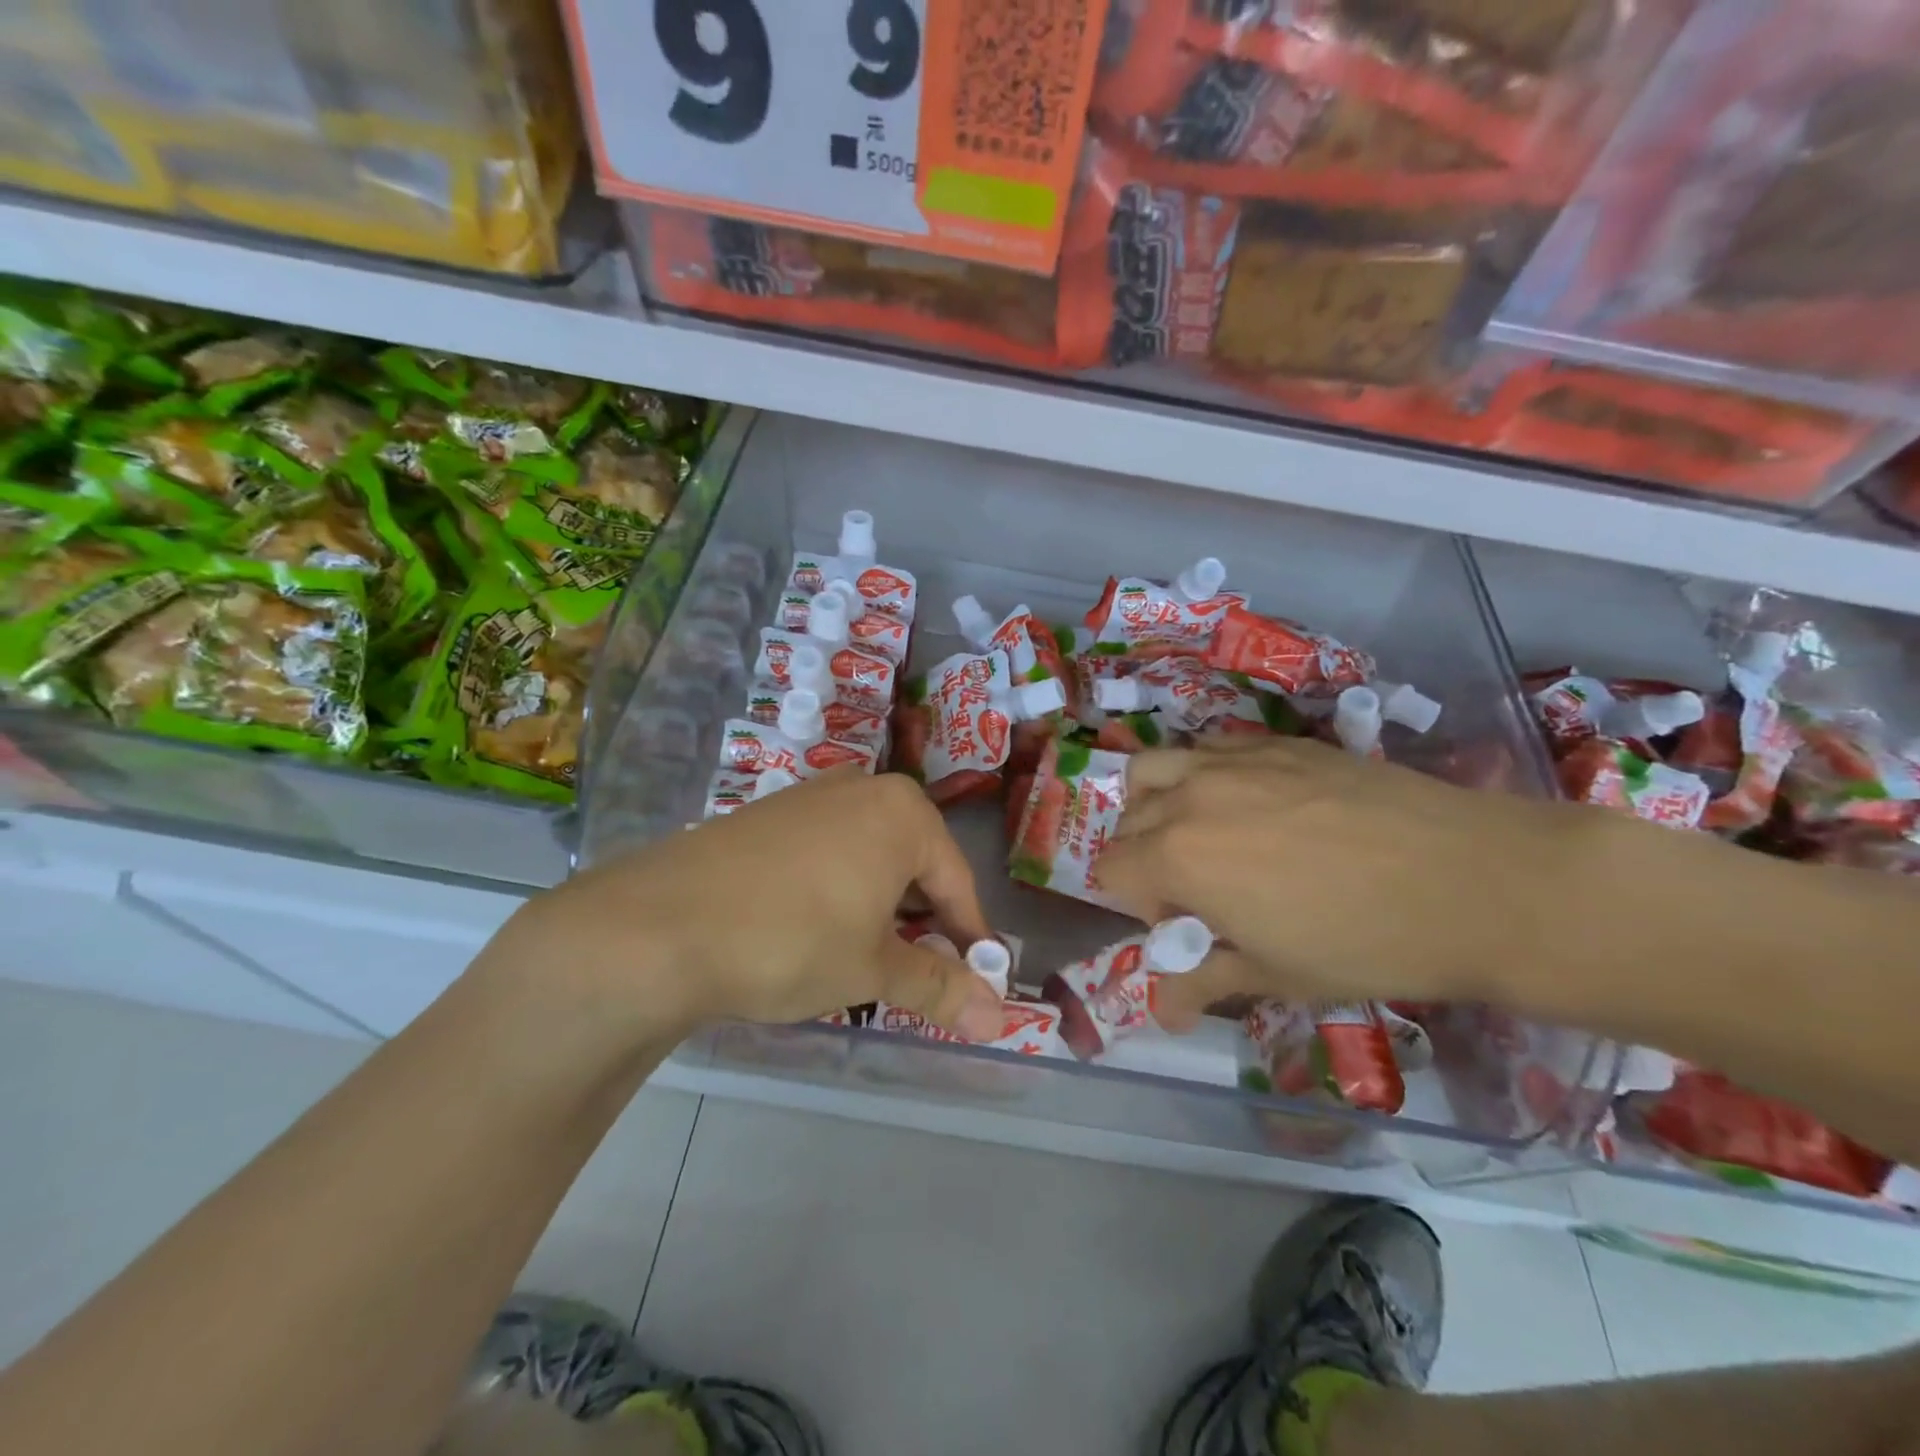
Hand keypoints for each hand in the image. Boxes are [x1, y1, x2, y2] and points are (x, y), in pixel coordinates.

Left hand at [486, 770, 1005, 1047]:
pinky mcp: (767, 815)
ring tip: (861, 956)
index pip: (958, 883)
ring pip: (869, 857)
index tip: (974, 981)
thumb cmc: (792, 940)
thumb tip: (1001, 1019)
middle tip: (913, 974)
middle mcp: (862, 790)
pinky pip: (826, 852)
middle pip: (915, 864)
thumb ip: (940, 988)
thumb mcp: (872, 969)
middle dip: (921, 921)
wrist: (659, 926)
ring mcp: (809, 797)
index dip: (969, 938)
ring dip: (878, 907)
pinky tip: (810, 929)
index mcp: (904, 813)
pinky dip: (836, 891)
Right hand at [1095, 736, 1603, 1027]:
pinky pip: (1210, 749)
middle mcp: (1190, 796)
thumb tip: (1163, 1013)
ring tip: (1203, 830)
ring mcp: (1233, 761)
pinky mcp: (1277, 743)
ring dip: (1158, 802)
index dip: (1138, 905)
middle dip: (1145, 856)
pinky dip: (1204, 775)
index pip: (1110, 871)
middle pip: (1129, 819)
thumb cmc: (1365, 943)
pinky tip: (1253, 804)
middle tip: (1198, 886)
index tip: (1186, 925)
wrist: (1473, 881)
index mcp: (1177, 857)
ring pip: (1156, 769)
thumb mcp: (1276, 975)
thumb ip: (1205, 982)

---

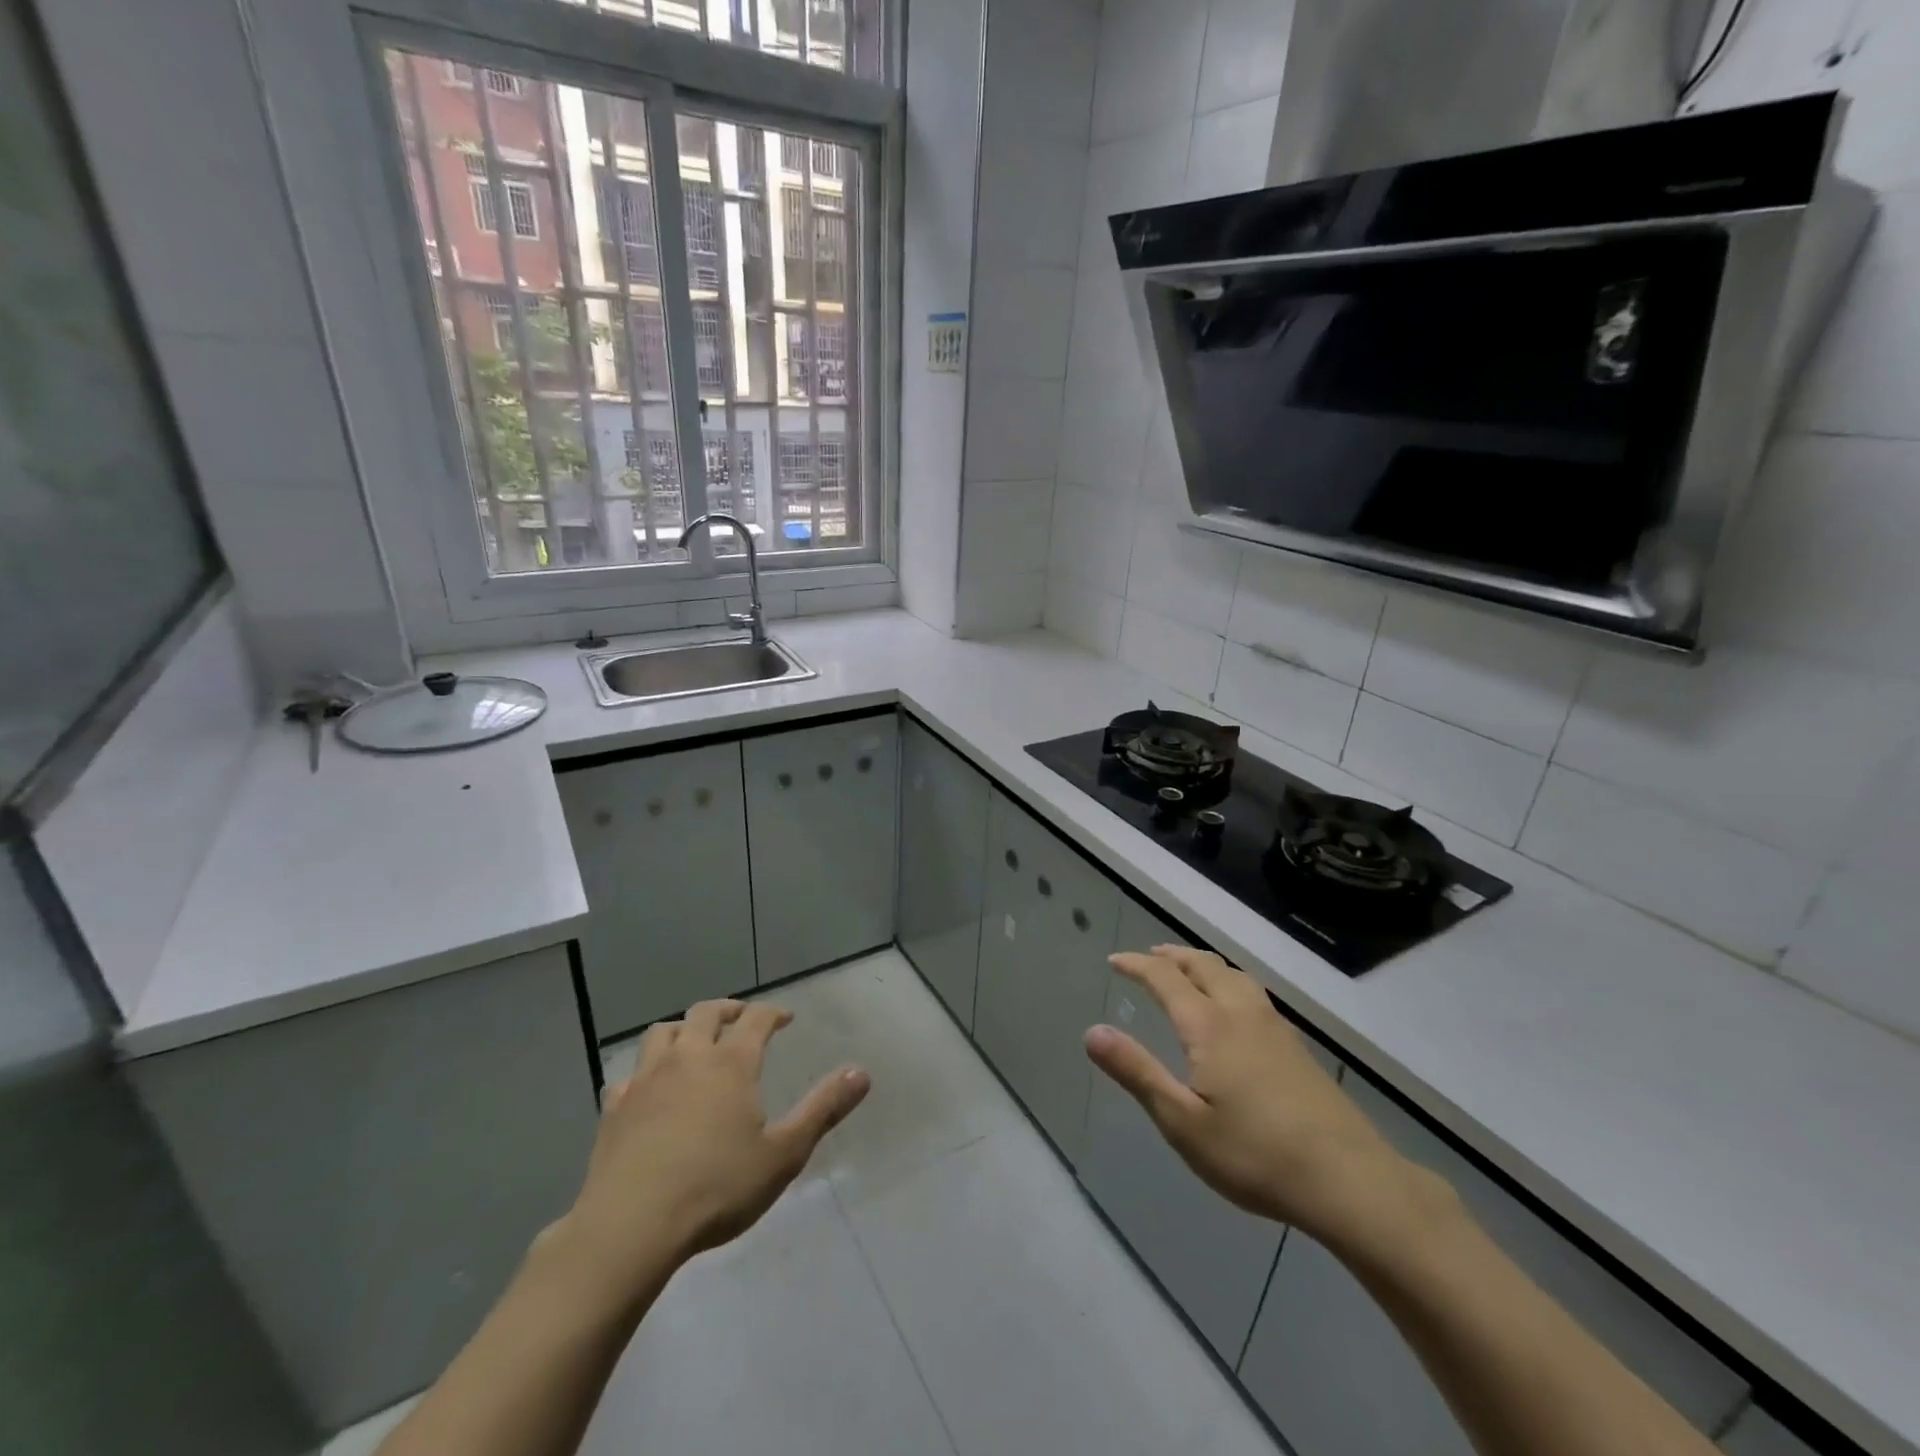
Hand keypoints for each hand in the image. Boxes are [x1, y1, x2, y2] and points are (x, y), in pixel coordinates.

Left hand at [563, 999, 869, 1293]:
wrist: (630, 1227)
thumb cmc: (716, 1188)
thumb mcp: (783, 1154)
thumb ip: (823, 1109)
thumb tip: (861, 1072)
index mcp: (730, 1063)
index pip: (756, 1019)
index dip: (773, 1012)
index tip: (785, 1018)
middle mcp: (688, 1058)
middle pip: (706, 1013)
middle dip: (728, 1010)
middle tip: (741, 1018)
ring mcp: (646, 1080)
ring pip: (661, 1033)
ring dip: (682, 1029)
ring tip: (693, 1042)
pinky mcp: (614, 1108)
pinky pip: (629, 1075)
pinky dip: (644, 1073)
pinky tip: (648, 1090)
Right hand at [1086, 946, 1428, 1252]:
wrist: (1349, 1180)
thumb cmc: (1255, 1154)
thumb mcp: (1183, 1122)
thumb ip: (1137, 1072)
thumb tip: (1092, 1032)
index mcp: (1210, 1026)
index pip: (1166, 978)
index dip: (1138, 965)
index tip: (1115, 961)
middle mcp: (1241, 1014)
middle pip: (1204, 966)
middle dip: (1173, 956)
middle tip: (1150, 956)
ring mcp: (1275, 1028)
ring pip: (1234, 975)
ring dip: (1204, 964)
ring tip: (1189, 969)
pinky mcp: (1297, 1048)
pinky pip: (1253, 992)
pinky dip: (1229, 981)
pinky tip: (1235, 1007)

_What the exercise asks:_
Look through the records and copy every line that has the word "hand".

_Result of this task:_
Hand keypoints for each hand in the image. Boxes are [x1, y1, x2, y2] and points are (x, y), in pixel coordinates.
Left hand at [486, 770, 1005, 1047]:
Right hand at [1095, 736, 1603, 1027]:
Hand keypoints for each hand in the image. Boxes are [x1, y1, x2, y2] and points are (x, y), in pixel coordinates.
Left hand at [563, 999, 869, 1293]:
Right hand at [1086, 946, 1428, 1252]:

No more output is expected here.